Mentan Panen Bawang Merah di Kab.Malang

Mentan Andi Amran Sulaiman melakukan panen bawang merah di luar musim bersama Aster KASAD, Pangdam V Brawijaya dan Wagub Jatim di desa Purworejo kec Ngantang kab Malang (supriyanto/bhirawa)

Mentan Andi Amran Sulaiman melakukan panen bawang merah di luar musim bersama Aster KASAD, Pangdam V Brawijaya dan Wagub Jatim di desa Purworejo kec Ngantang kab Malang (supriyanto/bhirawa)

Kab Malang, Bhirawa
Ketergantungan Indonesia atas impor bawang merah mulai bisa dikurangi seiring dengan upaya merubah strategi tanam. Jika biasanya pada bulan Januari hingga Maret, Indonesia selalu import bawang merah dari Thailand, Phlipina dan Vietnam, maka hal itu sudah tidak diperlukan lagi.

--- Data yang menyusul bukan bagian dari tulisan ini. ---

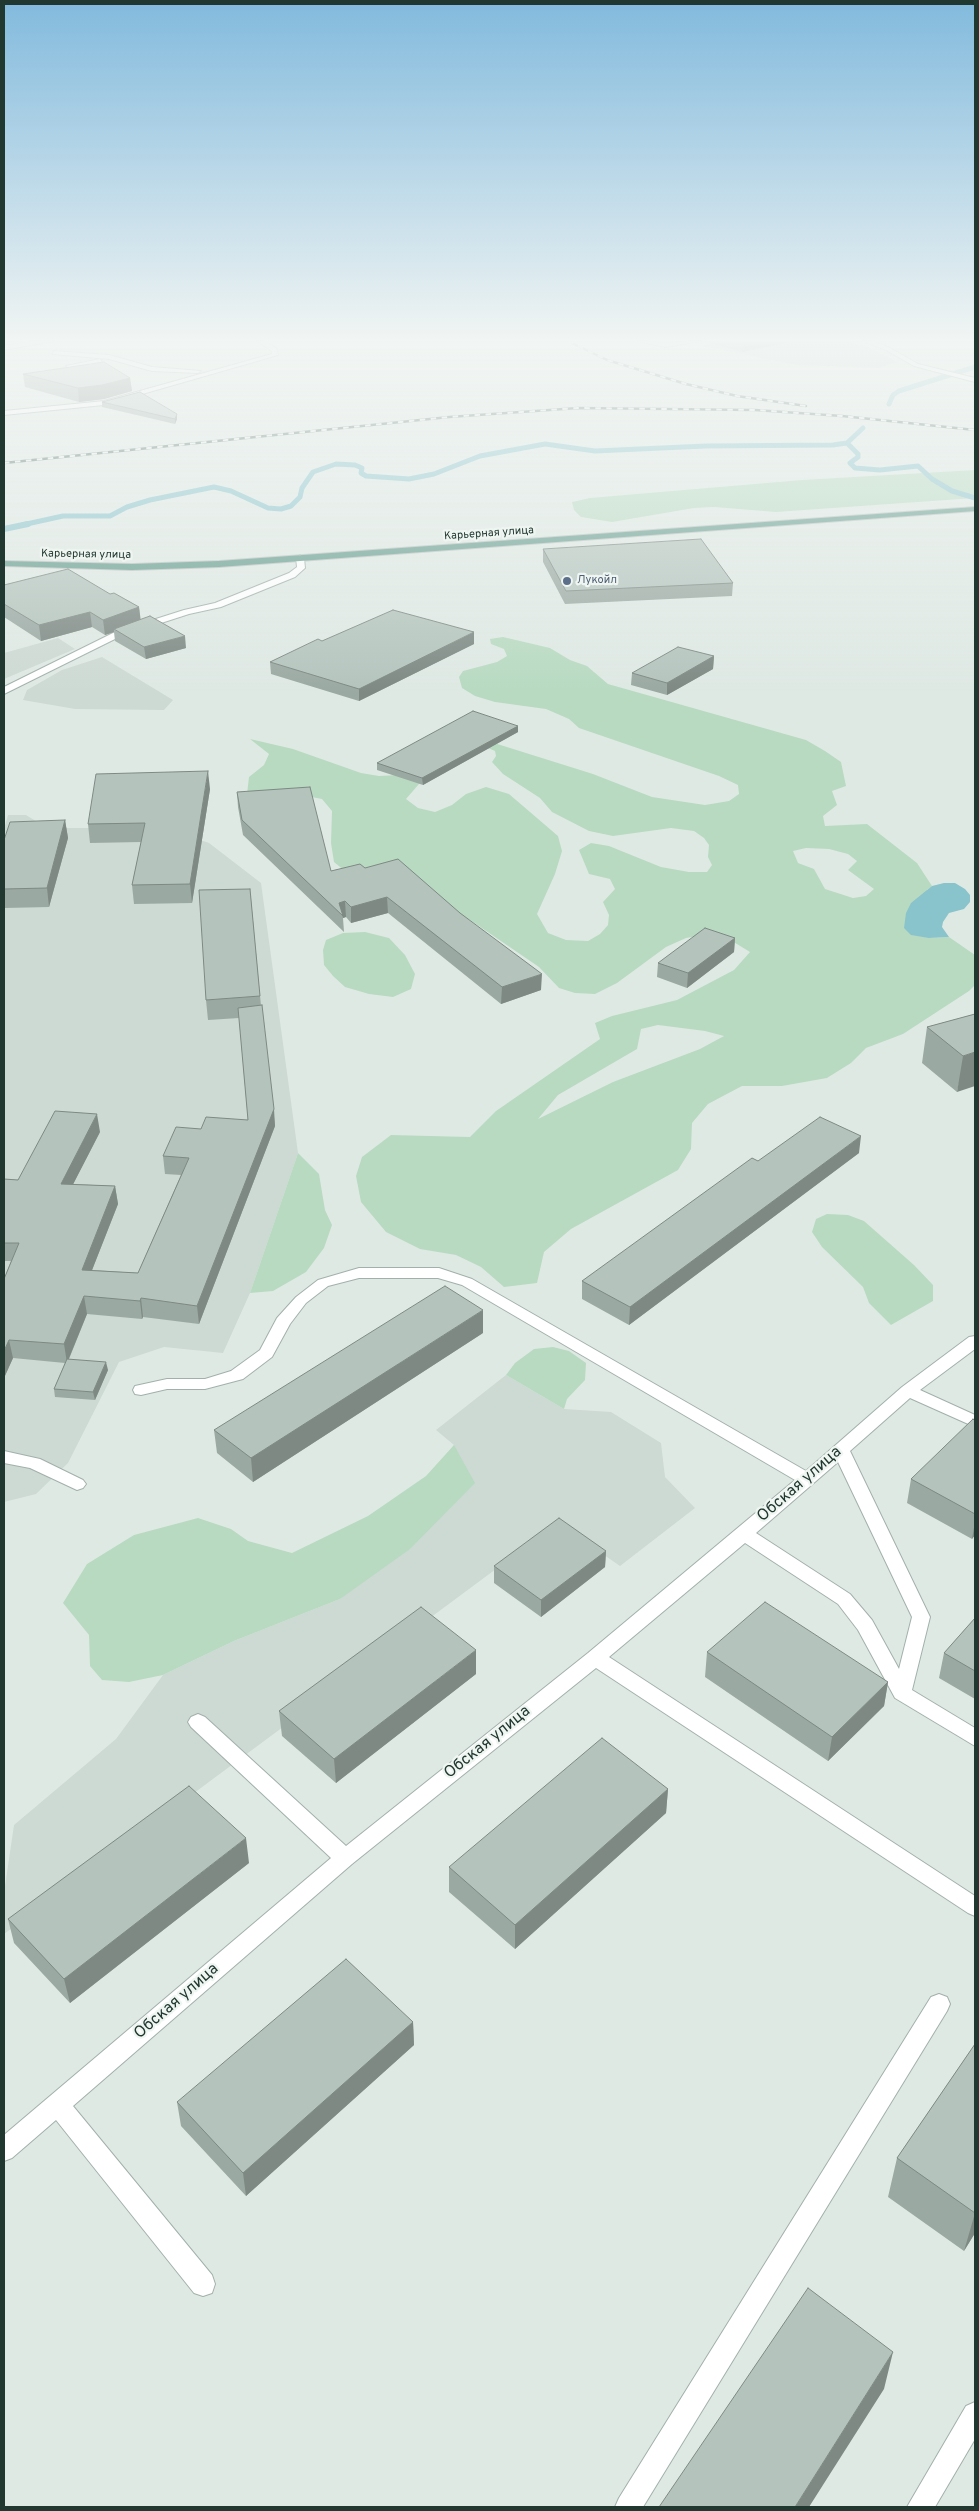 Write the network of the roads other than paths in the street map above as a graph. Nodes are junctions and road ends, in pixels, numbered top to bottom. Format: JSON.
{"nodes":[{"id":1,"x":975,"y":509,"type":"edge"},
{"id":2,"x":300,"y":558,"type":"junction"},
{"id":3,"x":4,"y":564,"type":"edge"},
{"id":4,"x":4,"y":691,"type":"edge"},
{"id":5,"x":975,"y":1341,"type":"edge"},
{"id":6,"x":141,"y":1390,"type":"dead end"},
{"id":7,"x":908,"y":1391,"type":"junction"},
{"id":8,"x":975,"y":1421,"type":"edge"},
{"id":9,"x":840,"y":1449,"type":"junction"},
{"id":10,"x":4,"y":1457,"type":"edge"},
{"id":11,"x":807,"y":1479,"type":"junction"},
{"id":12,"x":77,"y":1484,"type":"dead end"},
{"id":13,"x":744,"y":1534,"type":"junction"},
{"id":14,"x":594,"y":1658,"type":"junction"},
{"id":15,"x":902,"y":1693,"type":"junction"},
{"id":16,"x":198,"y":1722,"type":"dead end"},
{"id":17,"x":975,"y":1738,"type":"edge"},
{"id":18,"x":345,"y":1858,"type":"junction"},
{"id":19,"x":975,"y":1908,"type":"edge"},
{"id":20,"x":939,"y":2004,"type":"dead end"},
{"id":21,"x":58,"y":2105,"type":"junction"},
{"id":22,"x":4,"y":2150,"type":"edge"},
{"id":23,"x":204,"y":2284,"type":"dead end"},
{"id":24,"x":975,"y":2415,"type":"edge"},
{"id":25,"x":628,"y":2507,"type":"edge"},
{"id":26,"x":920,"y":2507,"type":"edge"}],
"edges":[{"from":1,"to":2,"type":"main road","name":"Карьерная улица"},
{"from":2,"to":3,"type":"main road","name":"Карьерная улица"},
{"from":2,"to":4,"type":"street"},
{"from":5,"to":7,"type":"street","name":"Обская улица"},
{"from":6,"to":11,"type":"street"},
{"from":7,"to":8,"type":"street"},
{"from":7,"to":9,"type":"street","name":"Обская улица"},
{"from":9,"to":11,"type":"street","name":"Обская улица"},
{"from":9,"to":15,"type":"street"},
{"from":10,"to":12,"type":"street"},
{"from":11,"to":13,"type":"street","name":"Обская улица"},
{"from":13,"to":14,"type":"street","name":"Обская улица"},
{"from":13,"to":15,"type":"street"},
{"from":14,"to":18,"type":"street","name":"Обская улица"},
{"from":14,"to":19,"type":"street"},
{"from":15,"to":17,"type":"street"},
{"from":16,"to":18,"type":"street"},
{"from":18,"to":21,"type":"street","name":"Обская улица"},
{"from":20,"to":25,"type":"street"},
{"from":21,"to":22,"type":"street","name":"Обская улица"},
{"from":21,"to":23,"type":"street"},
{"from":24,"to":26,"type":"street"}]}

“Dua minggu yang lalu, Saya dalam rapat kabinet secara tegas menolak permintaan import bawang merah 50 ribu ton karena harga bawang merah di Jakarta mencapai Rp 30 ribu/kg. Karena saya yakin pada bulan ini petani mampu panen bawang merah puluhan ribu ton,” ungkap Menteri Pertanian (Mentan) Dr Ir Andi Arman Sulaiman, MP saat panen raya bawang merah di desa Purworejo kecamatan Ngantang Kabupaten Malang, Selasa (2/2).

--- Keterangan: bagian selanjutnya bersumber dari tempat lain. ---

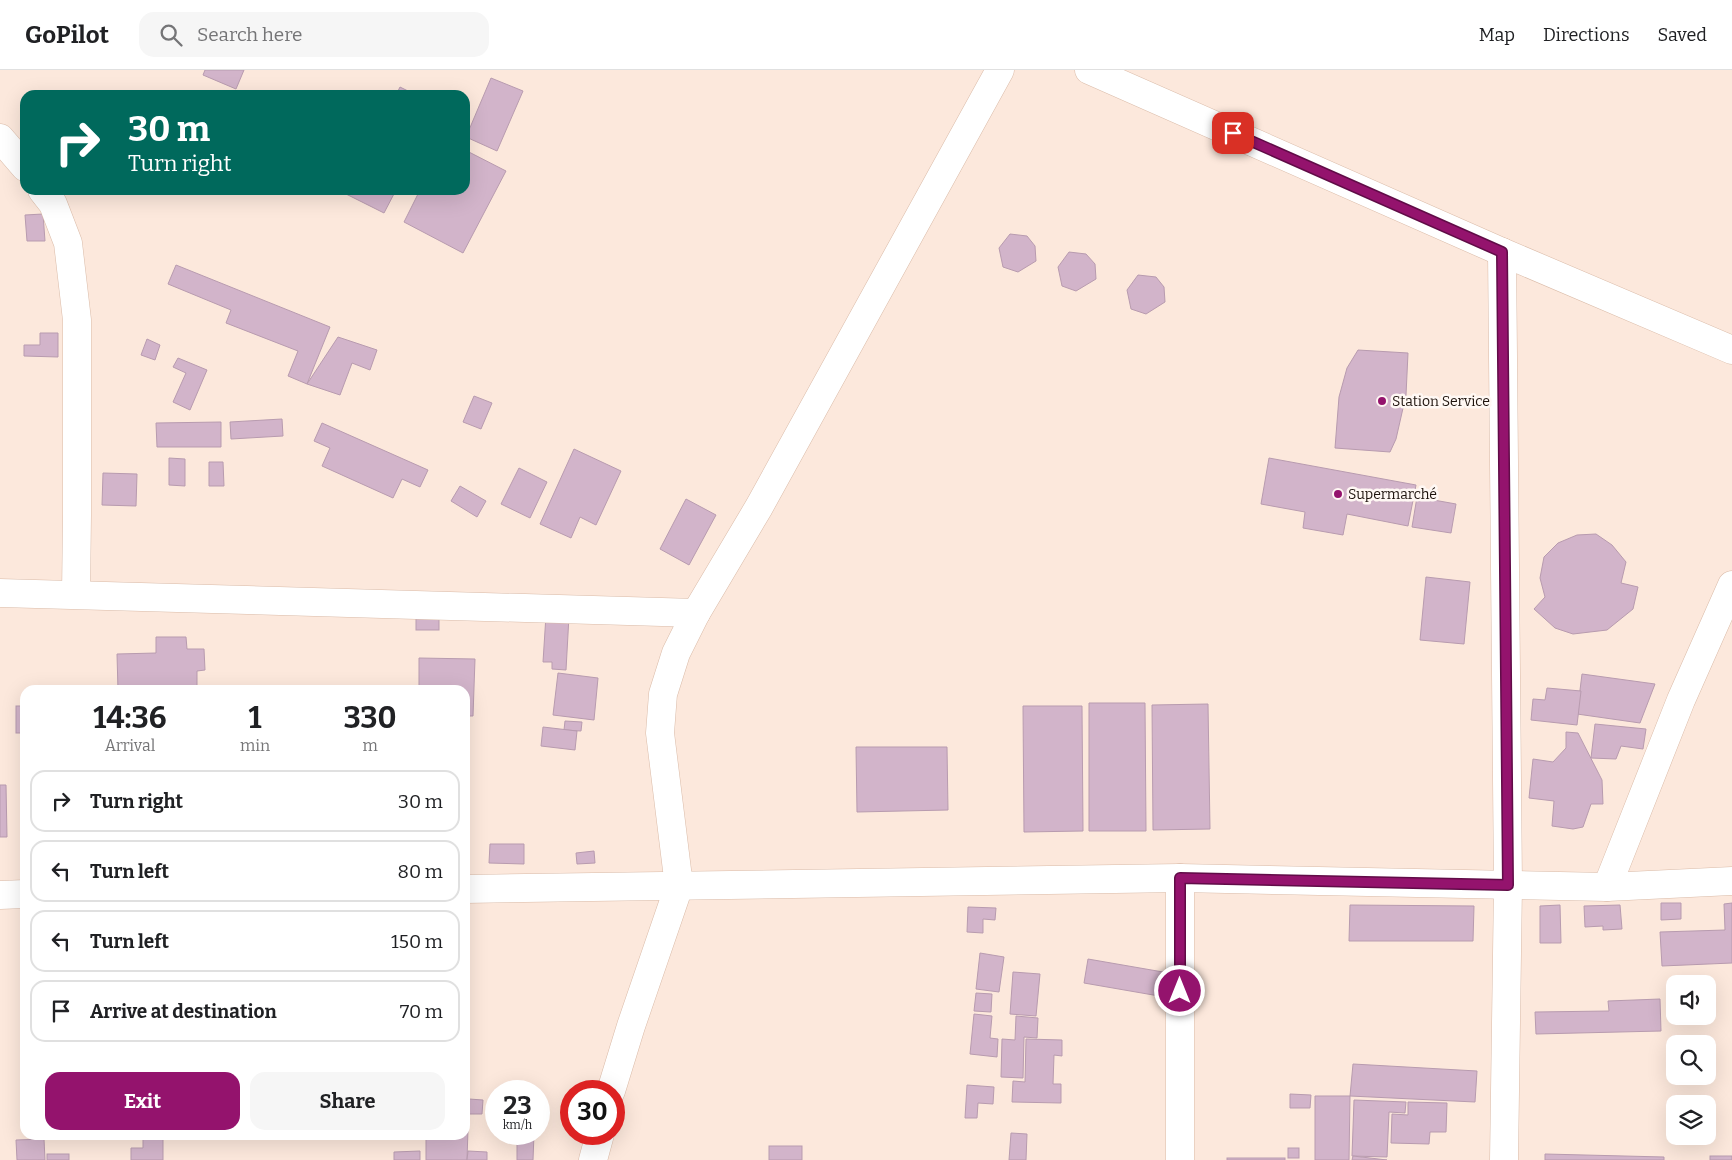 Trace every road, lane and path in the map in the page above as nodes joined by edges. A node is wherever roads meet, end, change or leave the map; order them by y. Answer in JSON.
{"nodes":[{"id":1,"x":1000,"y":70,"type":"edge"},
{"id":2,"x":1089,"y":70,"type":"edge"},
{"id":3,"x":0,"y":138,"type":"edge"},
{"id":4,"x":20,"y":161,"type":"edge"},
{"id":5,"x":46,"y":195,"type":"edge"},
{"id":6,"x":1502,"y":252,"type":"junction"},
{"id":7,"x":1732,"y":350,"type":"edge"},
{"id":8,"x":1732,"y":584,"type":"edge"},
{"id":9,"x":0,"y":593,"type":"edge"},
{"id":10,"x":76,"y":594,"type":"junction"},
{"id":11,"x":696,"y":613,"type":"junction"},
{"id":12,"x":1180,"y":878,"type":"junction"},
{"id":13,"x":1732,"y":881,"type":"edge"},
{"id":14,"x":1508,"y":885,"type":"junction"},
{"id":15,"x":679,"y":886,"type":"junction"},
{"id":16,"x":1607,"y":887,"type":"junction"},
{"id":17,"x":470,"y":889,"type":"edge"},
{"id":18,"x":20,"y":894,"type":"edge"},
{"id":19,"x":0,"y":895,"type":"edge"},
{"id":20,"x":614,"y":1080,"type":"edge"},
{"id":21,"x":597,"y":1145,"type":"edge"},
{"id":22,"x":593,"y":1160,"type":"edge"},
{"id":23,"x":1180,"y":1160,"type":"edge"},
{"id":24,"x":1504,"y":1160,"type":"edge"}],
"edges":[{"from":1,"to":11,"type":"main road"},
{"from":2,"to":6,"type":"main road"},
{"from":3,"to":4,"type":"main road"},
{"from":5,"to":10,"type":"main road"},
{"from":6,"to":7,"type":"main road"},
{"from":6,"to":14,"type":"main road"},
{"from":8,"to":16,"type":"main road"},
{"from":9,"to":10,"type":"main road"},
{"from":10,"to":11,"type":"main road"},
{"from":11,"to":15,"type":"main road"},
{"from":12,"to":14,"type":"main road"},
{"from":12,"to":15,"type":"main road"},
{"from":12,"to":23,"type":"main road"},
{"from":13,"to":16,"type":"main road"},
{"from":14,"to":16,"type":"main road"},
{"from":14,"to":24,"type":"main road"},
{"from":15,"to":17,"type":"main road"},
{"from":15,"to":20,"type":"main road"},
{"from":18,"to":19,"type":"main road"},
{"from":21,"to":22,"type":"main road"}]}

Mentan dalam kegiatan panen raya di luar musim tersebut didampingi oleh Aster KASAD Mayjend TNI Kustanto Widyatmoko, Pangdam V Brawijaya Mayjend TNI Sumardi, Wagub Drs Syaifullah Yusuf dan Dirjen Hortikultura Dr Ir Sputnik Sujono Kamino.
Keberhasilan panen di luar musim tersebut berkat strategi rubah tanam, yaitu saat musim hujan tanam di lahan kering (pegunungan) dan saat musim kemarau di lahan basah (sawah).

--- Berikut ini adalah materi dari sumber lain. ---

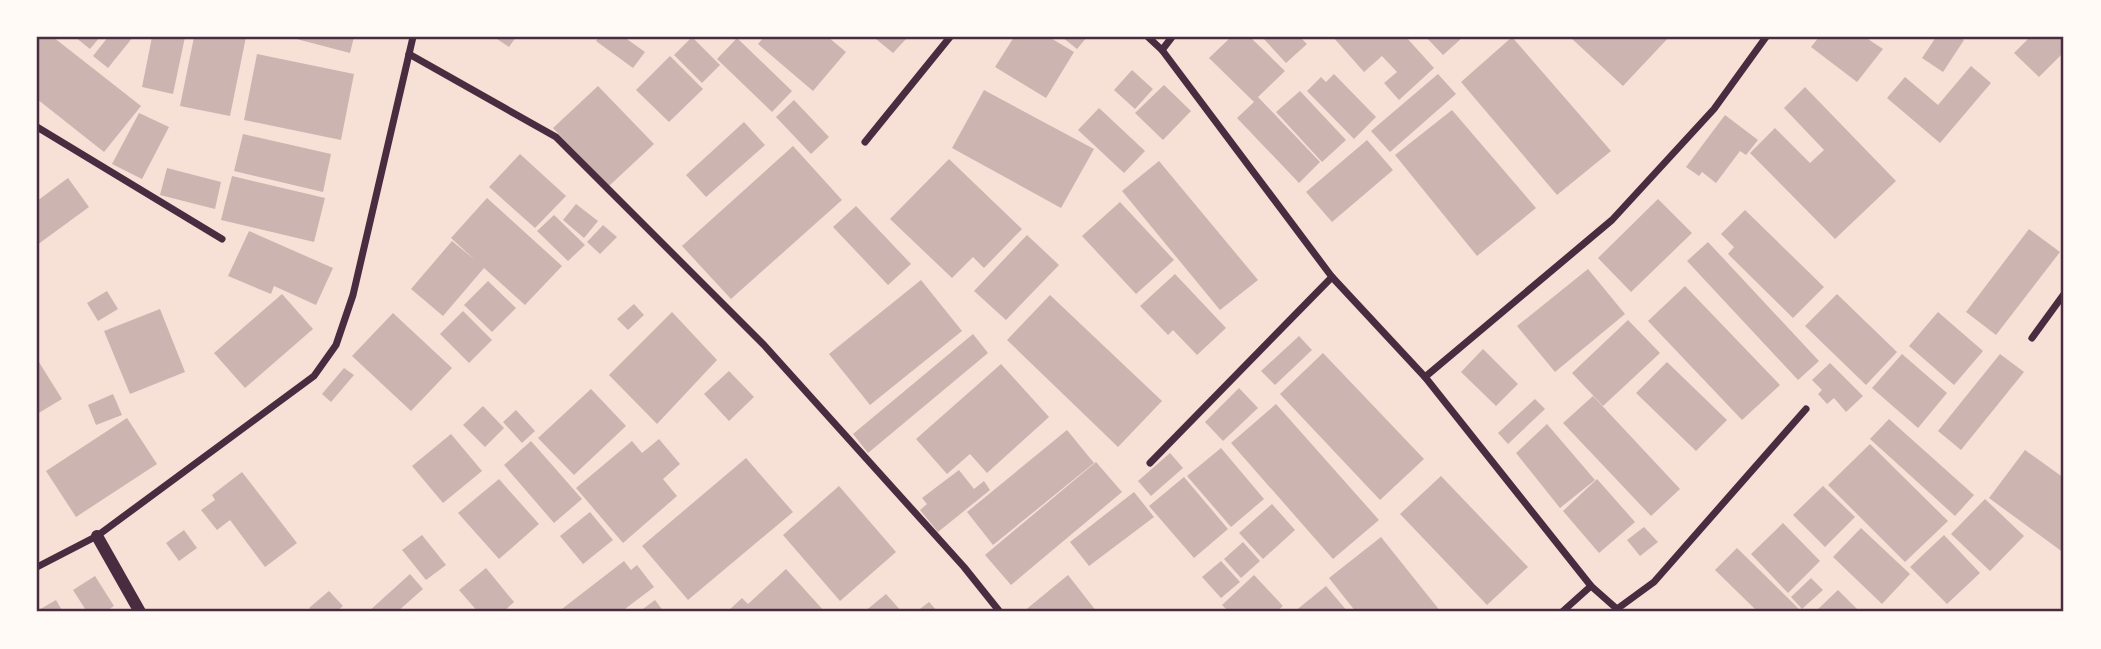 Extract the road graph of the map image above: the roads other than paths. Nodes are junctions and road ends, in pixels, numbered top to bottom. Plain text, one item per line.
1 (414, 37) edge
2 (950, 37) edge
3 (1148, 37) edge
4 (1172, 37) edge
5 (1766, 37) edge
6 (1162, 50) junction
7 (409, 54) junction
8 (37, 127) edge
9 (865, 142) dead end
10 (222, 239) dead end
11 (1332, 277) junction
12 (2064, 294) edge
13 (2032, 338) dead end
14 (1425, 377) junction
15 (1806, 409) dead end
16 (1150, 463) dead end
17 (97, 536) junction
18 (37, 567) edge
19 (1591, 586) junction
20 (1619, 611) edge
21 (140, 612) edge
22 (1000, 612) edge
23 (1562, 612) edge

1 - 7 street
2 - 9 street
3 - 6 street
4 - 6 street
5 - 14 street
6 - 11 street
7 - 17 street
7 - 22 street
8 - 10 street
11 - 14 street
11 - 16 street
12 - 13 street
14 - 19 street
15 - 20 street
17 - 18 street
17 - 21 street
19 - 20 street
19 - 23 street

Seperti yang dilakukan petani di desa Purworejo kecamatan Ngantang, pada bulan Januari lahan yang ditanami bawang merah. Mencapai 2.225 ha dengan produksi mencapai 26.512 ton. Sedangkan pada bulan Mei hanya 1.100 ha yang ditanami dengan produksi 15.400 ton dan bulan September ada 375 ha lahan sawah yang ditanami dengan produksi 10.496 ton. Rata-rata produksi memang berbeda, saat tanam di lahan kering rata-rata produksi hanya 10,5 ton/ha, lahan semi irigasi 14 ton/ha dan lahan sawah irigasi 27 ton/ha.
“Kita punya banyak gunung, saat musim hujan, maka bawang merah akan kita budidayakan di lahan pegunungan. Terbukti di desa Purworejo dan desa-desa lain di kecamatan Ngantang mampu menghasilkan puluhan ribu ton di luar musim panen bawang merah, sehingga kita tidak perlu import lagi,” tutur Amran.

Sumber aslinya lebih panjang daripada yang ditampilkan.